Via The Globe and Mail:

What’s missing from our classrooms and our culture, Eagleton says, is discussion of the literariness of literature, of what makes a poem different from a stop sign, or a novel about grief different from the account of grief in the Diagnostic and Statistical Manual of Mental Disorders. As an English professor might say, we’re good on content, not so good on form. We go straight for what the play says, and ignore how it says it.
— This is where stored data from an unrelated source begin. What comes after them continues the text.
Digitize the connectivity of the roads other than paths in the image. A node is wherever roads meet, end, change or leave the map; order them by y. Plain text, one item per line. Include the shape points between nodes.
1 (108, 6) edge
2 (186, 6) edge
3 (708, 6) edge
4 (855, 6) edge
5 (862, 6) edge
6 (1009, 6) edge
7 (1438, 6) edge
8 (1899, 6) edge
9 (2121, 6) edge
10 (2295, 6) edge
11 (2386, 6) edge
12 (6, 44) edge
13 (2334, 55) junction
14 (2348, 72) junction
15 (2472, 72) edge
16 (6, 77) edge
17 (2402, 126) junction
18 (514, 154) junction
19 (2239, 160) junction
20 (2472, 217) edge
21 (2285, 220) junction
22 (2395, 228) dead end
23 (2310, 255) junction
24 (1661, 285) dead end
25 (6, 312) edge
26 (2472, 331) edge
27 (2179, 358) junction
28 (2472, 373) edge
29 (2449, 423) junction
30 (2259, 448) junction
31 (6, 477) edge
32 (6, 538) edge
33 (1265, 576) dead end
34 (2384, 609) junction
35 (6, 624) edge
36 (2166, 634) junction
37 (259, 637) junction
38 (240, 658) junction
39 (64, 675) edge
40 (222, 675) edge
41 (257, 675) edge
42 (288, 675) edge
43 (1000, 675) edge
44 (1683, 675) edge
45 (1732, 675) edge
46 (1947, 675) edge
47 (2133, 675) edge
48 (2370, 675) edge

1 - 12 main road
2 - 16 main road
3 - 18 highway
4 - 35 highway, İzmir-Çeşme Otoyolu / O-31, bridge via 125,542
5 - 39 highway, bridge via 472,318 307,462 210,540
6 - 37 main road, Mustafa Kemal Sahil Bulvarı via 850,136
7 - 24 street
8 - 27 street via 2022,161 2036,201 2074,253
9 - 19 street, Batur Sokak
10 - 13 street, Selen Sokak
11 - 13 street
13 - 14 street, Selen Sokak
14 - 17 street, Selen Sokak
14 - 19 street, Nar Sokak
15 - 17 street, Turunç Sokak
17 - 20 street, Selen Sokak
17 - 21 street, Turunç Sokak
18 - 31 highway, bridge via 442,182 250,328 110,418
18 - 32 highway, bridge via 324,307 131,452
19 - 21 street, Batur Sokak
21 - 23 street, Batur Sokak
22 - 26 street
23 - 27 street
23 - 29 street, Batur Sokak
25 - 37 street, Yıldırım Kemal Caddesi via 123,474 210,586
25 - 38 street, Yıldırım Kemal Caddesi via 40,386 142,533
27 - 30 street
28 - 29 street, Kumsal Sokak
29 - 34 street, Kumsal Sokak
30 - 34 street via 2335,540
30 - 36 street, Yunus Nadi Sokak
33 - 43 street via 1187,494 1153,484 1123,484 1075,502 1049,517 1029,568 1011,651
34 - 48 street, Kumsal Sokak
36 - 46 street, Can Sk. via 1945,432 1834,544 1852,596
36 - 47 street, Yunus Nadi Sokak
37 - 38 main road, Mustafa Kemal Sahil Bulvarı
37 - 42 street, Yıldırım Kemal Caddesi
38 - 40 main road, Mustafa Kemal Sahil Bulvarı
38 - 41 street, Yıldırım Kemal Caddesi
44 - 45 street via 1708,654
A major critic says we’ve forgotten how to read. Does it matter? – The Globe and Mail

Literature as a counterweight to overemphasis on science and technology?

Points:

  • “…practical tips for understanding literary fundamentals such as style, characterization and narration; the last two teach literary interpretation and evaluation.”
  • “…extensive examples through close readings of the canon’s usual suspects, with an occasional detour into folk literature like “Baa Baa Black Sheep” or the Harry Potter novels.”
  • “Eagleton argues that like literary analysis, literary evaluation must be learned through practice.”
  • Criticism: “In his final chapter, Eagleton argues that like literary analysis, literary evaluation must be learned through practice. Taste, he says, can justifiably prefer peaches to pears. But “there comes a point at which not recognizing that, say, a certain brand of malt whisky is of world-class quality means not understanding malt whisky.” To reach that point, you have to learn the public criteria for what counts as excellence – you can’t just make up criteria, for fiction no less than for Scotch – and you have to practise those criteria in public, testing and adjusting them against new books and other judgments. We learn how to understand and appreciate literature through public practice, whether in a book club, a classroom, or the set of social practices known as literary criticism.”